Navigation: <-- Preparing Non-Tabular Data | Part Index | Main Index | Regression: Interpretation and Assumptions -->

Logistic Regression

Requires: Linear Regression

Motivation: You know how to predict a number using linear regression. Now the target is binary: yes or no, positive or negative. The obvious shortcut is to apply linear regression anyway and round the output. This turns out to be a bad idea — and understanding why reveals something deep about how machine learning models are trained and how they connect to neural networks.

In this optional nugget you will learn why a smooth probability output is more useful than a hard threshold, how the sigmoid function converts any real number into a probability, and how logistic regression is a direct conceptual building block for the neural networks you will encounter in Part VIII.

Context: This nugget covers classification — specifically, binary classification with probabilistic outputs. It also serves as a conceptual bridge from linear models to neural networks.

Sigmoid as a Differentiable Threshold

Apply a linear model to a classification problem and you get a continuous output ranging from \(-\infty\) to \(+\infty\). To make a binary decision, you would apply a step function: if \(h_w(\mathbf{x}) > 0.5\), predict class 1; otherwise predict class 0.

The problem: the gradient of a step function is zero almost everywhere. Gradient descent needs a gradient to move. Where the gradient is zero, the weights do not update.

The fix is to replace the step function with a smooth approximation, the sigmoid function (also called the logistic function):

\[\sigma(z) = \frac{1}{1 + e^{-z}}\]

where \(z = w_0 + w_1 x_1 + \cdots + w_n x_n\) is the linear combination of features and weights. The sigmoid maps any real number to the open interval \((0, 1)\), and its output can be interpreted directly as a class probability.

[Figure: Side-by-side comparison of the step function (non-differentiable, gradient = 0 everywhere except the discontinuity) and the sigmoid function (smooth, differentiable, gradient largest near \(z = 0\)). Makes the motivation for replacing one with the other concrete.]

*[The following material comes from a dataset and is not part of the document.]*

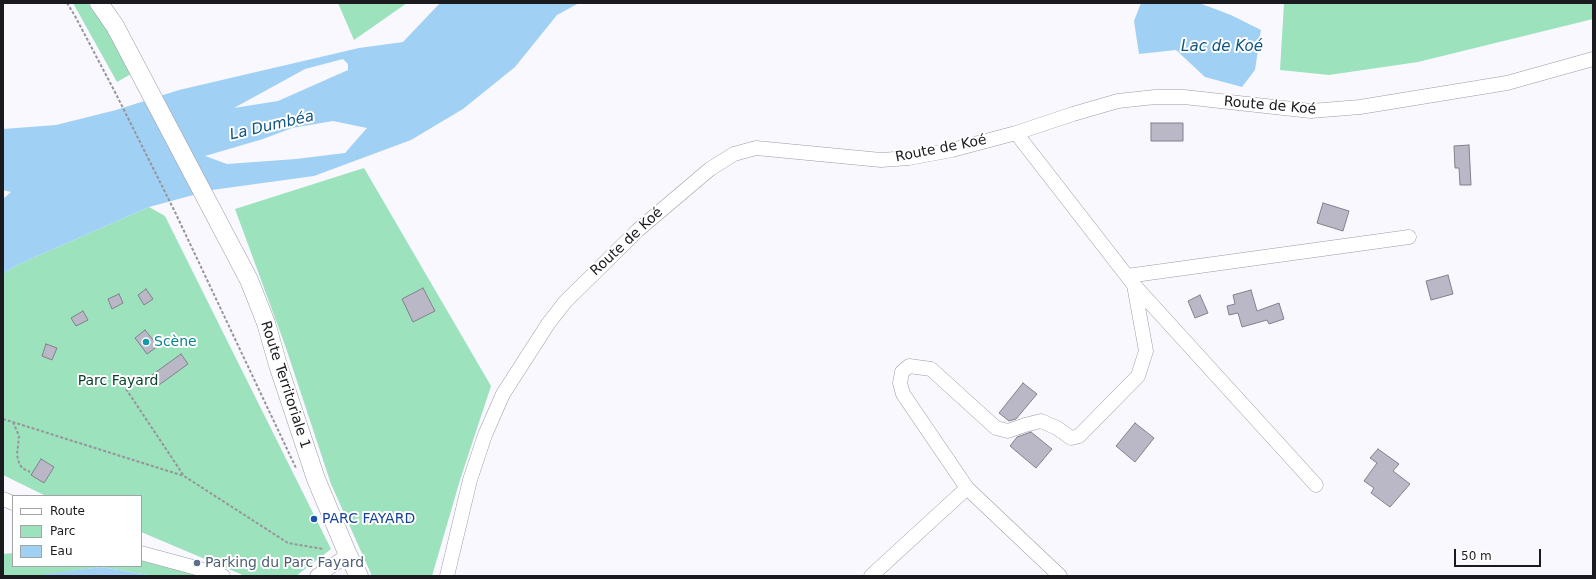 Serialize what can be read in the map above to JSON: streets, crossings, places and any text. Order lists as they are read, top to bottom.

\(\sigma(z)\) is close to 1 for large positive \(z\) (the model is confident about class 1) and close to 0 for large negative \(z\) (the model is confident about class 0). At \(z = 0\) the output is exactly 0.5: maximum uncertainty.

Cross-Entropy Loss

With a probabilistic output you need a loss function that measures how wrong a probability estimate is — not how wrong a number is. Mean squared error, which makes sense for regression, is poorly suited to probabilities.

The appropriate choice is cross-entropy loss (also called log loss):

\[L = -\bigl[y \log(\hat{p}) + (1 - y) \log(1 - \hat{p})\bigr]\]

where \(y \in \{0, 1\}\) is the true label and \(\hat{p} = \sigma(z)\) is the model's predicted probability.

When \(y = 1\): the loss is \(-\log(\hat{p})\). A predicted probability of 0.99 gives near-zero loss. A predicted probability of 0.01 gives a large loss — the model was confidently wrong.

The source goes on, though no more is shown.